Figure 2.

(a) The rate of bacterial shedding over the duration of infection may be a constant function (black line) or change over time (blue line). (b) The cumulative number of contacts exposed to TB over the duration of infection may increase linearly over time (black line) or may plateau as contact pool becomes saturated or patient is too ill to circulate in the community. The potential impact of a novel intervention may depend on this assumption; given a linear increase, earlier intervention (t ₁) would be likely preferred.

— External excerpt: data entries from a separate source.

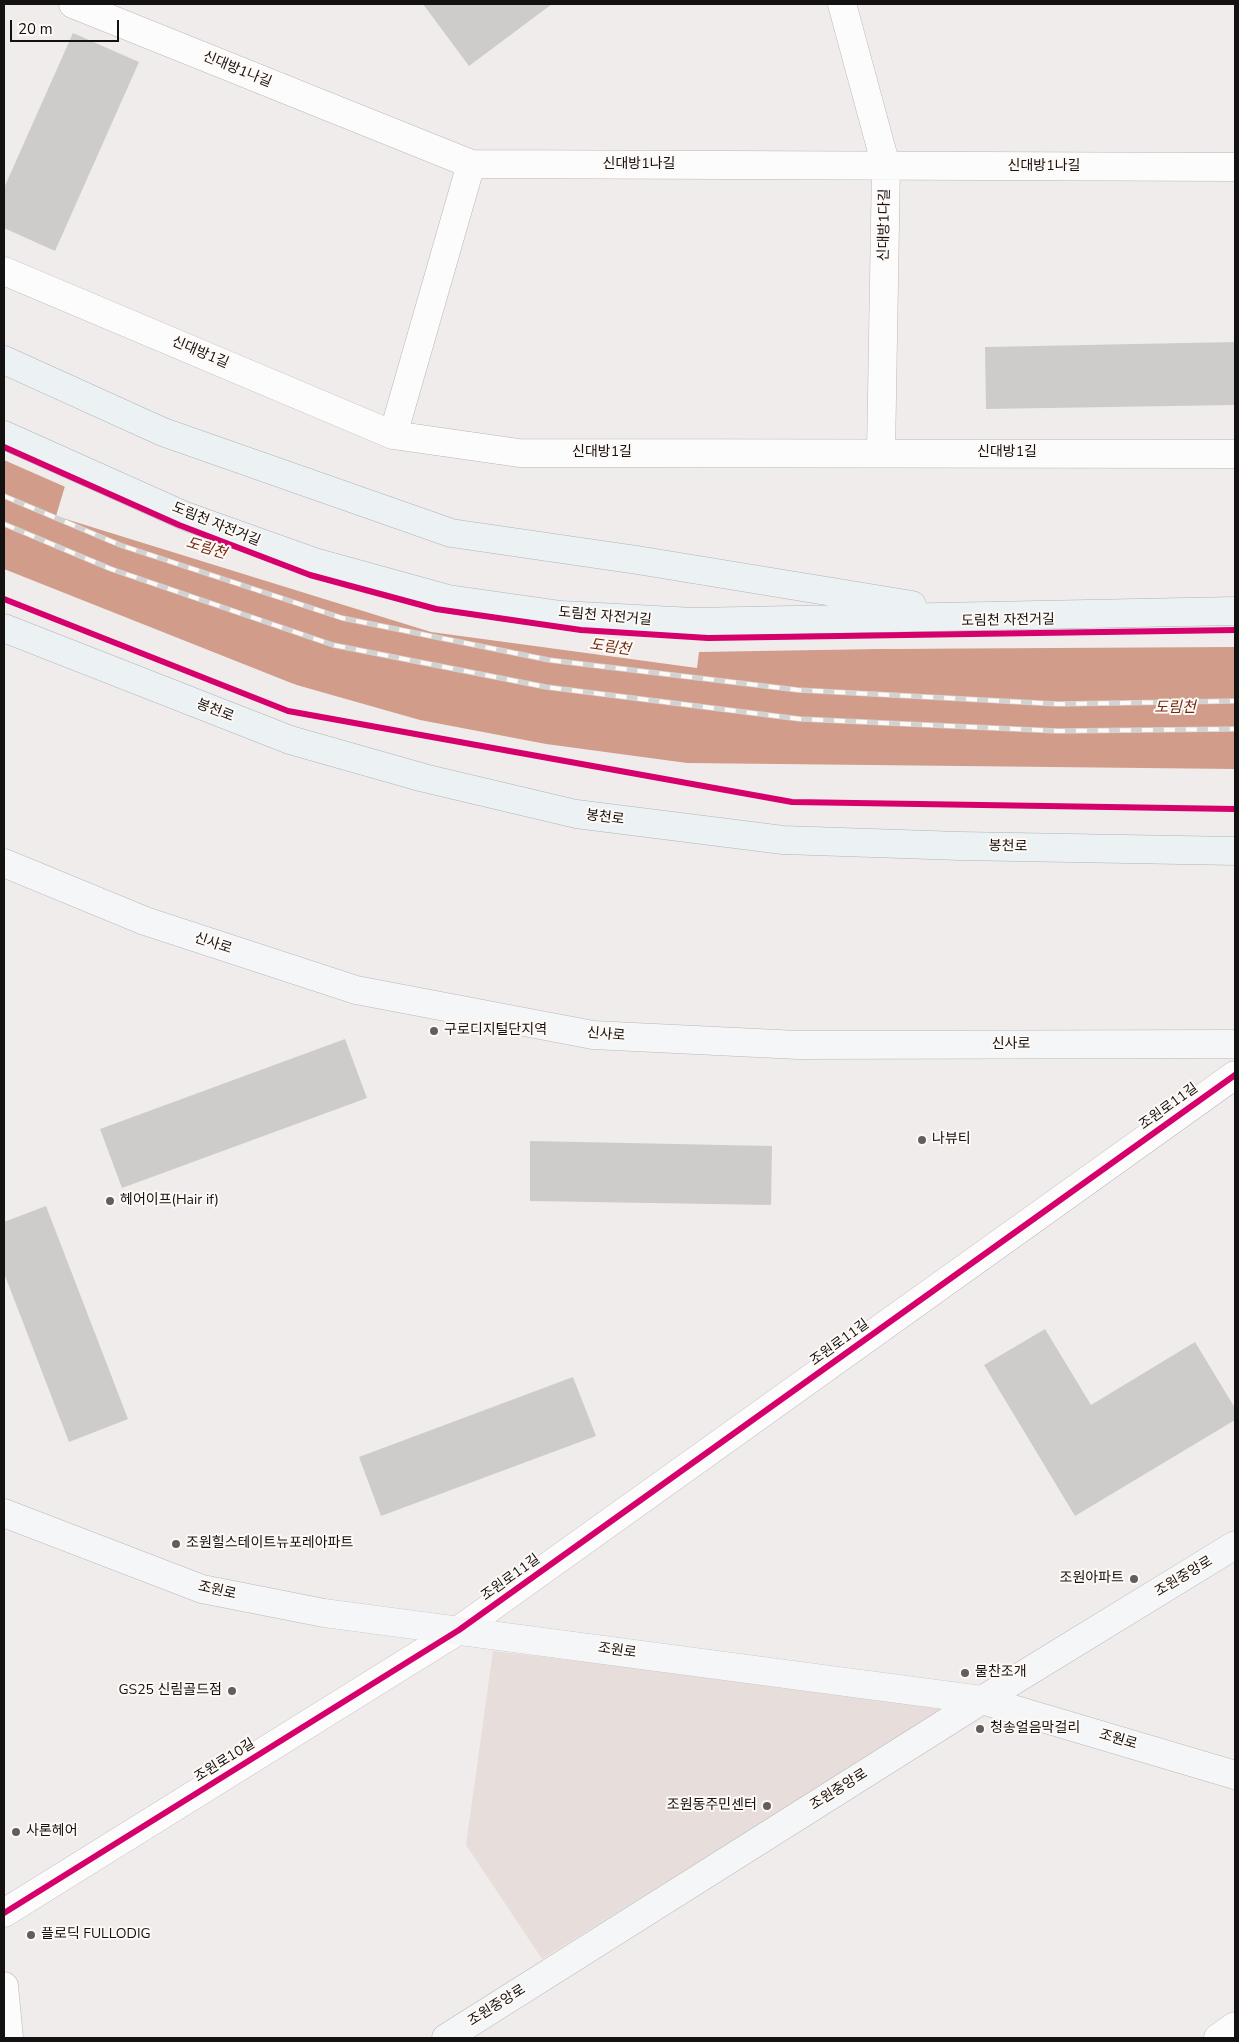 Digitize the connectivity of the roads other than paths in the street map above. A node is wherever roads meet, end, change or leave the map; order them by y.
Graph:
1 (73, 4) edge
2 (842, 4) edge
3 (472, 164) junction
4 (886, 166) junction
5 (1235, 167) edge
6 (4, 271) edge
7 (4, 360) edge
8 (4, 435) edge
9 (394, 435) junction
10 (881, 453) junction
11 (1235, 454) edge
12 (1235, 611) edge
13 (980, 616) junction
14 (4, 628) edge
15 (1235, 851) edge
16 (4, 863) edge
17 (1235, 1044) edge
18 (1235, 1075) edge
19 (4, 1513) edge
20 (1235, 1545) edge
21 (459, 1630) junction
22 (982, 1700) junction
23 (1235, 1774) edge
24 (4, 1913) edge
25 (4, 1986) edge
26 (1235, 2026) edge
27 (9, 2038) edge
28 (446, 2038) edge
29 (1218, 2038) edge

1 - 3 street, 신대방1나길
2 - 4 street, 신대방1다길
3 - 4 street, 신대방1나길
3 - 9 street
4 - 5 street, 신대방1나길
4 - 10 street, 신대방1다길
6 - 9 street, 신대방1길
7 - 13 main road
8 - 13 main road
9 - 10 street, 신대방1길
10 - 11 street, 신대방1길
12 - 13 main road
14 - 15 main road, 봉천로
16 - 17 street, 신사로
18 - 21 street, 조원로11길
19 - 21 street, 조원로
20 - 22 street, 조원중앙로
21 - 22 street, 조원로
21 - 24 street, 조원로10길
22 - 23 street, 조원로
22 - 28 street, 조원중앙로
25 - 27 street
26 - 29 street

While given the second curve with only a small increase and plateau, the impact between intervening at t ₁ and t ₂ might not be as great; therefore other factors including cost-effectiveness may come into play. (c) The cumulative number of secondary cases resulting from one index case in relation to the number of cumulative infected contacts: there are factors associated with bacterial virulence and host susceptibility that impact the rate of progression from infection to disease. This rate may be steeper among immunosuppressed contacts, for example, (dotted line) compared with immunocompetent contact (solid line). (d) The effective reproductive number (R _e) is the number of secondary cases generated over a given time period. Bacterial shedding, contact mixing pattern, and bacterial and host susceptibility all contribute to the overall rate of secondary cases generated over time; depending on what assumptions are made these rates could be thought to stay constant over time or vary, perhaps tapering off over the duration of infection. By reducing the time to diagnosis and treatment initiation we hope to reduce the number of secondary cases but the amount of impact depends on assumptions around the shape of the curve over time. The hashed area represents the secondary cases generated from one index case while the shaded area represents the potential reduction in secondary cases given an intervention at t ₂. Figure adapted with permission from Dowdy et al. [7].